2. Quipu Menstrual/ Menstrual Quipu from KUNTUR KO (2012) by Cecilia Vicuña. In this set of songs/poems Cecilia enters the space of the death of the glaciers, the slow disappearance of “agua dulce,” sweet water in the Andes and the world. She offers a prayer, a call for us to return to a relationship with water that protects its cycle from ocean to glacier and back.
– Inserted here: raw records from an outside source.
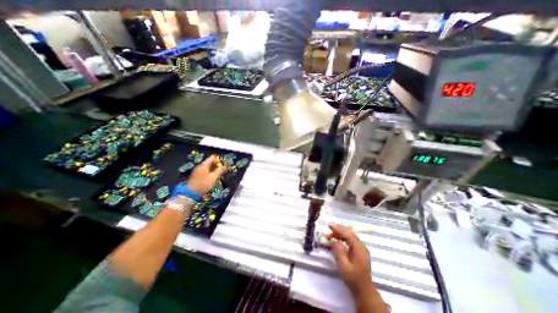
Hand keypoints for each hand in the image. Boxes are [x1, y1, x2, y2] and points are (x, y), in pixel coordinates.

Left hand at [185, 155, 224, 194]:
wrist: (190, 193)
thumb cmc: (203, 184)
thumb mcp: (213, 177)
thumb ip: (219, 171)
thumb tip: (225, 166)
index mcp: (204, 165)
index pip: (213, 157)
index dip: (220, 160)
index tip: (225, 165)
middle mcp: (201, 166)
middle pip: (211, 162)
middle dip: (218, 165)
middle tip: (224, 170)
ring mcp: (198, 171)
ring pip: (209, 167)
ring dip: (215, 169)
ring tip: (221, 174)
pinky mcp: (197, 176)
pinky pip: (206, 171)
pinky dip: (211, 172)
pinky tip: (214, 178)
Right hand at [325, 224, 370, 294]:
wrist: (364, 290)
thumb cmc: (353, 278)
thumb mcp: (343, 266)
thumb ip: (338, 251)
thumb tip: (332, 240)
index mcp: (359, 249)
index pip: (348, 234)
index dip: (338, 228)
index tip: (329, 225)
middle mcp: (361, 246)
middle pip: (349, 233)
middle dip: (338, 229)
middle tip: (328, 229)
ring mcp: (361, 248)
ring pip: (349, 235)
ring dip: (339, 233)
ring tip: (329, 235)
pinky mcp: (358, 250)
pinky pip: (350, 240)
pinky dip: (342, 237)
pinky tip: (336, 239)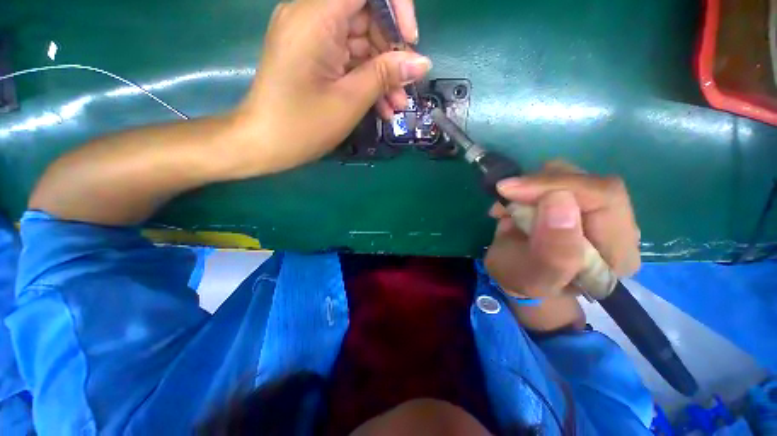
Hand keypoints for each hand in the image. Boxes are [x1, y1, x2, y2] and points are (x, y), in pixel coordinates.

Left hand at [232, 0, 430, 175]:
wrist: (265, 144)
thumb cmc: (304, 125)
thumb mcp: (350, 100)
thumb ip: (386, 75)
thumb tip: (422, 62)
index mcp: (316, 17)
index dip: (396, 8)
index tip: (410, 42)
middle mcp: (311, 17)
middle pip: (366, 17)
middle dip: (391, 54)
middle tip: (406, 89)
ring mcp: (312, 38)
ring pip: (361, 44)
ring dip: (382, 74)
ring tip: (396, 106)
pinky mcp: (313, 57)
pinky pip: (348, 59)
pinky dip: (366, 80)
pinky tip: (381, 107)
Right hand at [485, 161, 640, 298]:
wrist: (514, 273)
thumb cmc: (523, 280)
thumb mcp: (534, 278)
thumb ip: (553, 251)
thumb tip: (559, 200)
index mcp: (618, 252)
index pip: (605, 198)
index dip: (558, 186)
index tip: (512, 190)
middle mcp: (615, 225)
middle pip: (589, 181)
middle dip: (541, 184)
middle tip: (506, 193)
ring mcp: (592, 207)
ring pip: (570, 173)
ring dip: (530, 186)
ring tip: (506, 208)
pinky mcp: (571, 197)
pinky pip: (552, 175)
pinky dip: (524, 186)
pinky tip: (510, 205)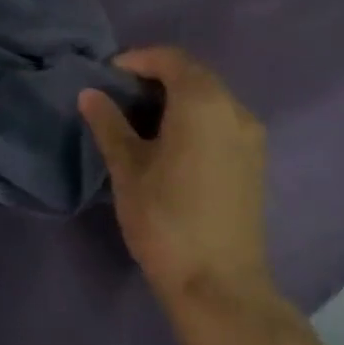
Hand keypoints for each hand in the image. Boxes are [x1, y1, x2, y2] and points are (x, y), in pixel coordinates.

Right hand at [79, 47, 280, 330]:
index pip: (171, 59)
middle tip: (118, 94)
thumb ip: (109, 124)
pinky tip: (168, 142)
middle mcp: (235, 110)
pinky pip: (221, 121)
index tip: (107, 74)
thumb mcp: (127, 167)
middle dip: (156, 76)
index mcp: (204, 103)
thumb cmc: (165, 219)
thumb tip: (90, 93)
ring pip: (210, 98)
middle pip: (194, 75)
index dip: (137, 59)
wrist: (218, 285)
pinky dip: (193, 117)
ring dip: (175, 97)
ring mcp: (251, 138)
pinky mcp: (254, 162)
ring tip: (138, 118)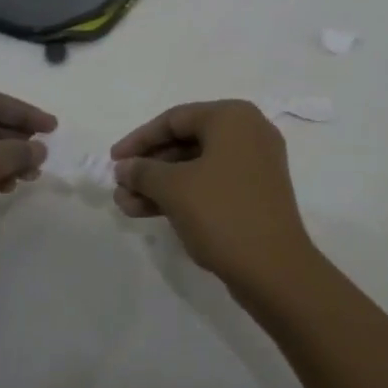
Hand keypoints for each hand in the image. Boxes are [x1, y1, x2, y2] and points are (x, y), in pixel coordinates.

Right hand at [110, 99, 315, 289]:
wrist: (275, 270)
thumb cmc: (222, 213)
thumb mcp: (174, 188)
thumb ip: (143, 171)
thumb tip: (125, 168)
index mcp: (232, 118)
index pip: (175, 119)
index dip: (139, 139)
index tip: (113, 160)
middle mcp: (247, 133)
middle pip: (185, 142)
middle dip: (149, 167)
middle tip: (119, 186)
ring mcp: (254, 165)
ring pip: (196, 167)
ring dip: (159, 185)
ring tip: (125, 205)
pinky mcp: (255, 194)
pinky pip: (210, 184)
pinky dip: (182, 195)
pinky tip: (148, 212)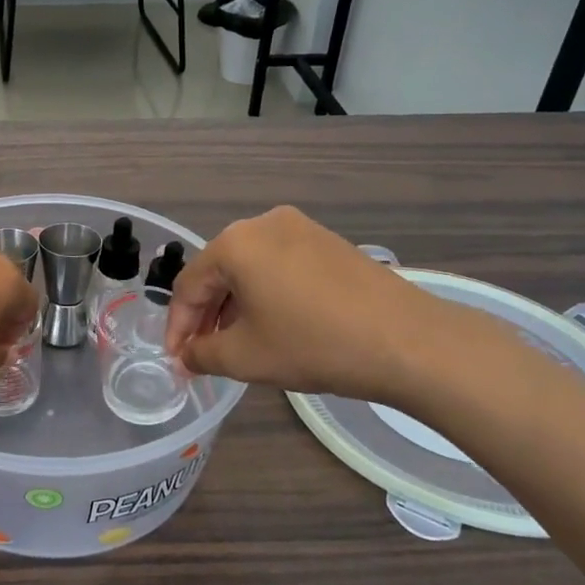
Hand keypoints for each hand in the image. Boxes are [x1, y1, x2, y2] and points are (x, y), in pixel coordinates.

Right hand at [164, 206, 449, 402]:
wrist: (408, 341)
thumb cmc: (314, 344)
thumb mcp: (246, 357)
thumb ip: (202, 354)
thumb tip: (186, 356)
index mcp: (235, 243)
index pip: (188, 285)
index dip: (177, 326)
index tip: (176, 360)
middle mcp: (263, 223)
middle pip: (218, 272)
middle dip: (205, 316)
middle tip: (201, 354)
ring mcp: (301, 229)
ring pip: (249, 269)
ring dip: (234, 306)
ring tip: (235, 344)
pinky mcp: (329, 243)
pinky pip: (279, 266)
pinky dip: (265, 295)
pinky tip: (273, 325)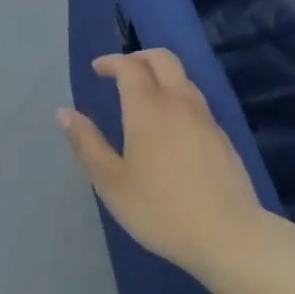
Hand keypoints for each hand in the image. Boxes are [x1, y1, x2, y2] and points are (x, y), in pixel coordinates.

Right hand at [58, 49, 266, 281]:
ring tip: (144, 97)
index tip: (97, 70)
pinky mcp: (223, 139)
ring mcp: (206, 120)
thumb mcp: (111, 182)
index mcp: (148, 109)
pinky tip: (170, 128)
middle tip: (120, 72)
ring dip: (161, 76)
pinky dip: (178, 99)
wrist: (230, 236)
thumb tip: (64, 113)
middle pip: (163, 59)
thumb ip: (87, 143)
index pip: (130, 66)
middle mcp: (179, 104)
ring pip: (184, 79)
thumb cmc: (161, 209)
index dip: (111, 62)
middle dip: (139, 57)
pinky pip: (196, 103)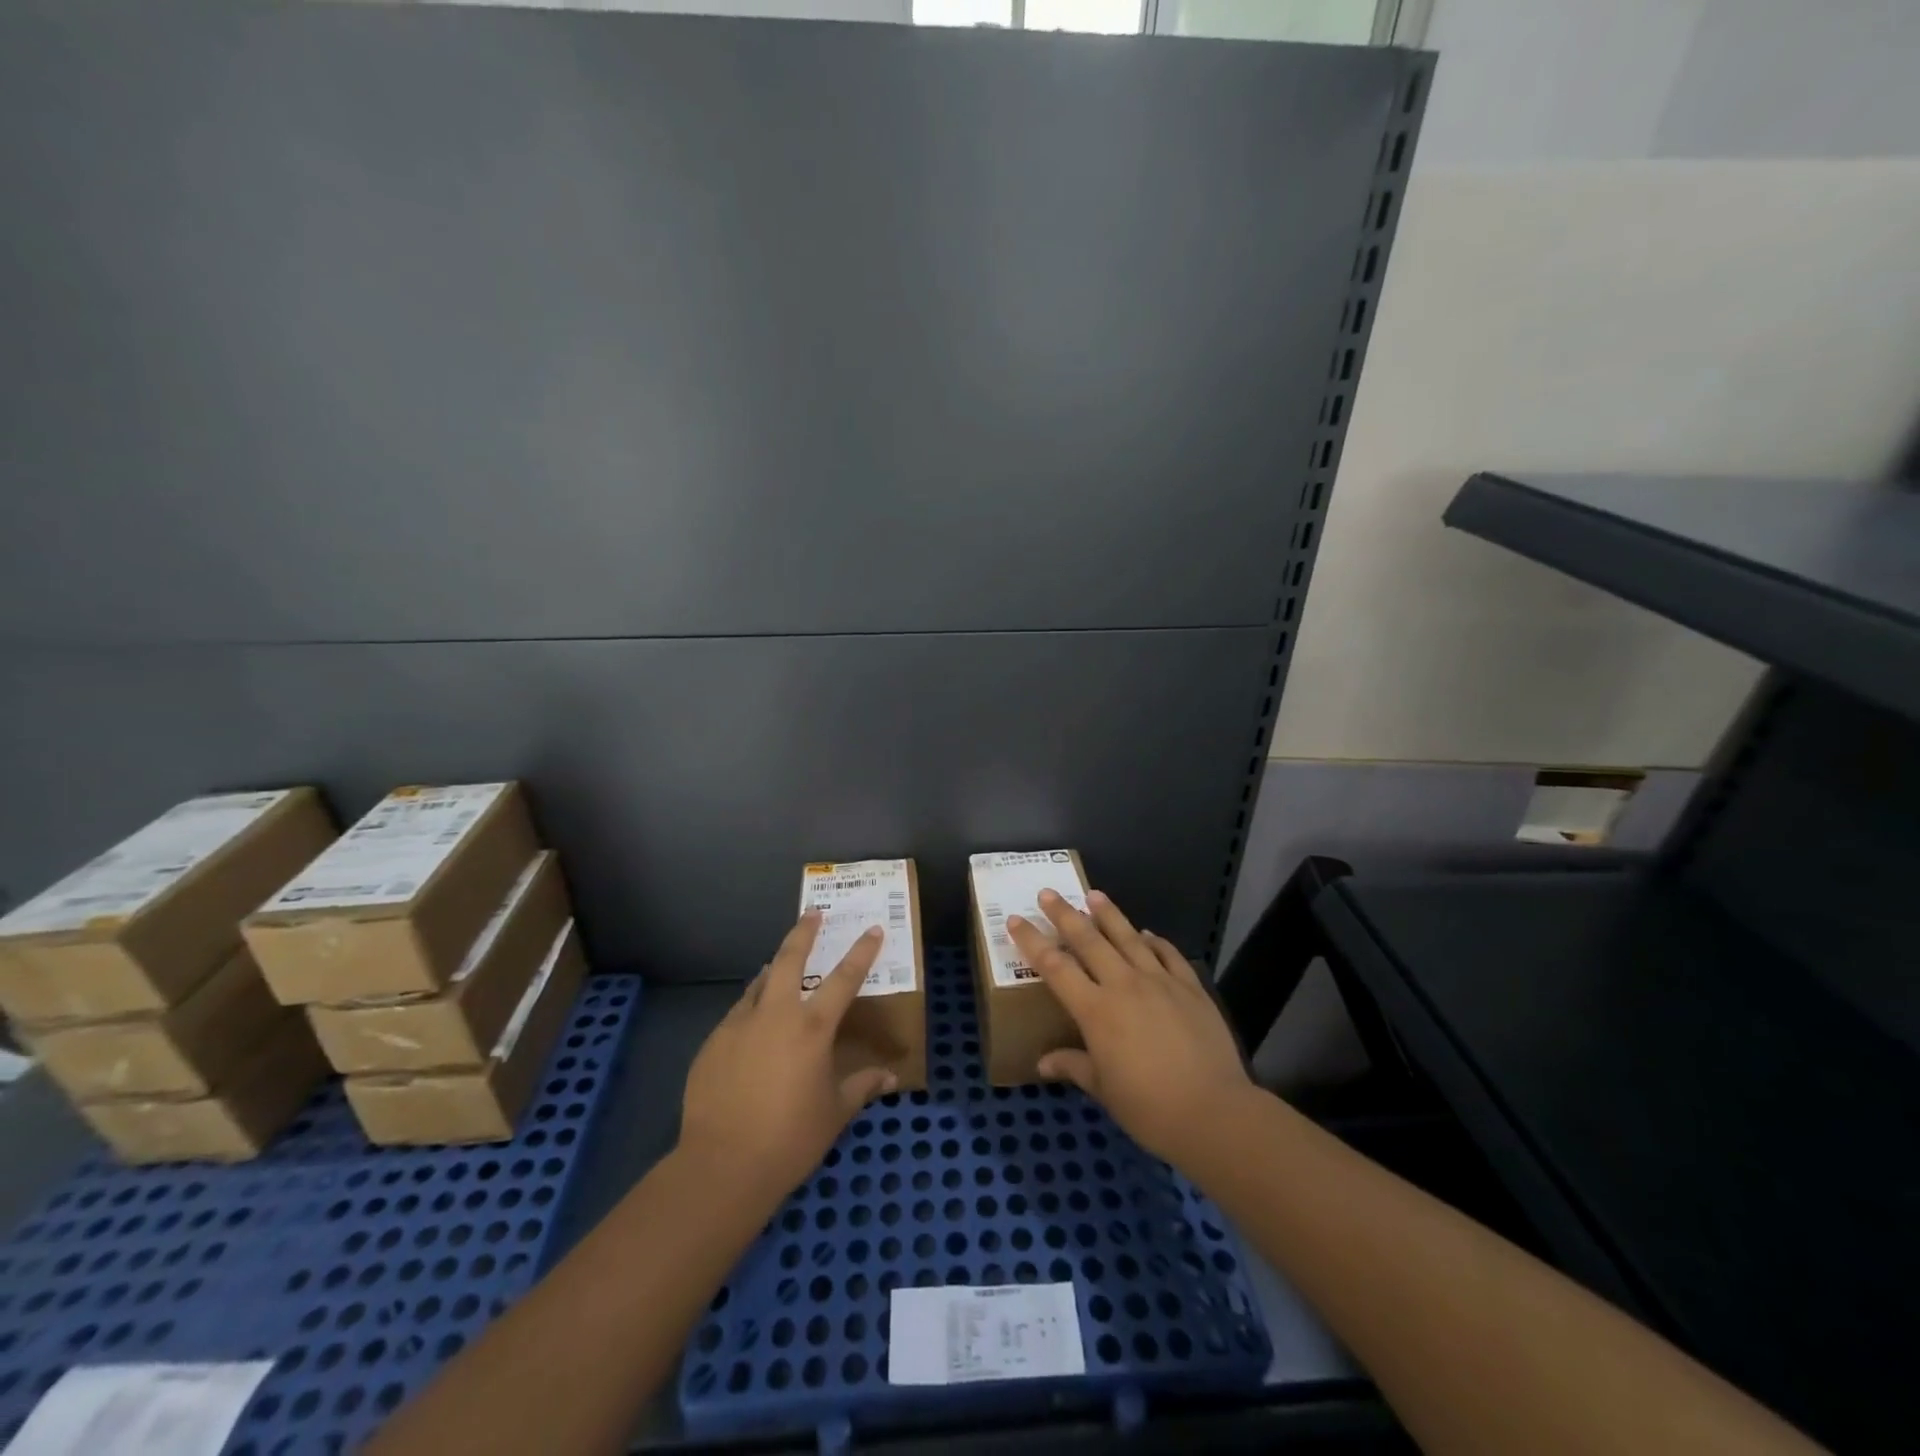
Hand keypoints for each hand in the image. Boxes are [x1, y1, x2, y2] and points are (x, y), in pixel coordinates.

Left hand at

The word “qon”,  (also spelled kon, or con) in Quechua is water / ocean / chaos / the source of life. In Mapuche, “con” or “co” is water and the whole cycle of water from glacier to ocean. Cecilia plays as well with the Quechua word “kuntur” (“condor”), turning it into the Spanish “cordón” (“thread”). In the Andes, water and thread become the metaphor “thread of life.” Kuntur is the ancestral spirit, the guardian of the glaciers, weaving the waters as they move from glacier to ocean and back. During the ceremonial cleansing of the irrigation canals, people play a flute made from the hollow bone of the condor’s wings.  Its eerie sound brings into presence the ancestral world of the true owners of water, the mountain deities.

3. Poem “Glory” by Sonia Guiñansaca, 2020. Sonia is a poet, cultural organizer, and social justice activist. As a writer and performer, they create narrative poems and essays on migration, queerness, feminism, climate change, and nostalgia. 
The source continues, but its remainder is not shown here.